It based its decision upon Providence Washington Insurance Co. v. Proffitt, 150 Tex. 207, 239 S.W.2d 379, and reached the conclusion that the impact between the timbers, brick, etc., and the car was a collision within Coverage E-1.[1] Petitioner contends this holding conflicts with O'Leary v. St. Paul Fire & Marine Ins. Co., Tex.Civ. App., 196 S.W. 575, and American Automobile Insurance Co. v. Baker, Tex.Civ.App., 5 S.W.2d 252.

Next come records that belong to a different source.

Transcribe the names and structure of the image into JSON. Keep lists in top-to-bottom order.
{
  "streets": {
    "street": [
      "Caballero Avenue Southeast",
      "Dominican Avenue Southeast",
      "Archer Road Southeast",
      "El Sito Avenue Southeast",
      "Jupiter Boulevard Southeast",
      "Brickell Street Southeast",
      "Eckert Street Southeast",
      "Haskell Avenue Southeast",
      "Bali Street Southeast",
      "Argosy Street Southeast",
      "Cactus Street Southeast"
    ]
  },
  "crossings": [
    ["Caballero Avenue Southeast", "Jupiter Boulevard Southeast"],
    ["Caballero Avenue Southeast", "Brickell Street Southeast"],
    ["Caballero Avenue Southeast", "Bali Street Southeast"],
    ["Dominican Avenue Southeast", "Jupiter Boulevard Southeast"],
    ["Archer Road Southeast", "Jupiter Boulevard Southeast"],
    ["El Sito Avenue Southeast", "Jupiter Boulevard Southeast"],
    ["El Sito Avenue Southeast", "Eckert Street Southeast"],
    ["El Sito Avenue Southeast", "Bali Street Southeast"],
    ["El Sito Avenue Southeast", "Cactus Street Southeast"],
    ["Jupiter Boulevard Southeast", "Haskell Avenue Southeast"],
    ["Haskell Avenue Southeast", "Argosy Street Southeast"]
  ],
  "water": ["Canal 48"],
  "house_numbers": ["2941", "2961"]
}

In construing contracts, the timehonored method of the courts has been to search for the intent of the parties and this is true in cases construing insurance contracts just as in other contracts. While undoubtedly in the early days of the insurance business the actual intent of the immediate parties to the contract was material, now with the insurance business regulated and the policy forms prescribed by a State Insurance Commission, the court in construing a policy determines the everyday meaning of the words to the general publicthe meaning of the words "in common parlance" "the usual and popular understanding of the term." American Automobile Ins. Co. v. Baker, supra. As a practical matter, the actual intent involved in the precise words is as much or more the intent of the Insurance Commission which prescribes the wording of the policy as it is the intent of the parties. It is unlawful to issue a policy in words other than those expressly approved by the Insurance Commission, and every insurance company selling this type of insurance is required to word its policies precisely alike. Art. 5.06 Insurance Code, V.A.C.S. Uniform policies are necessary to a uniform rate structure, which in turn resulted from the public injury caused by highly competitive wildcat insurance schemes. Therefore, a true search for what the courts usually speak of as the intent of parties will not be an inquiry as to what the words of the contract meant to this particular insurer or insured. It is, first, an effort to determine the ordinary lay meaning of the words to the general public, and, in the light of this meaning, it is, second, an examination of the choice the purchaser had and the choice he made. Glen Falls Ins. Co. v. McCown, 149 Tex. 587, 236 S.W.2d 108.

Under the policy form prescribed by the Insurance Commission, a windstorm is defined as a separate peril. It might be that the Insurance Commission could prescribe one all-inclusive risk policy on automobiles and give the public the choice of that or nothing. But the Insurance Commission has *342 not done that. It has attempted to divide up the risks and allow the public the opportunity to purchase collision without purchasing hail or windstorm if that seems desirable. If the impact of hailstones on a car is a collision, why should anyone purchase collision and hail? Likewise, if the impact of objects blown through the air by the wind is a collision, why purchase collision and windstorm? Under the method of basing premiums upon the loss experience, the effect of the respondent's construction would be to drive up the premium rate on collision by including losses from wind and hail in the loss experience and make it impossible for the public to purchase collision without some wind and hail coverage. This construction tends toward one all-inclusive risk policy contrary to the policy of the Insurance Commission and therefore contrary to its intent.

Here the insured elected to purchase Coverage E-1[1] and elected not to purchase Coverage H[2] (which would include windstorm), or Coverage I[3] (which would also include windstorm). We know this much about his specific intent. He intended to purchase collision and he intended not to purchase windstorm.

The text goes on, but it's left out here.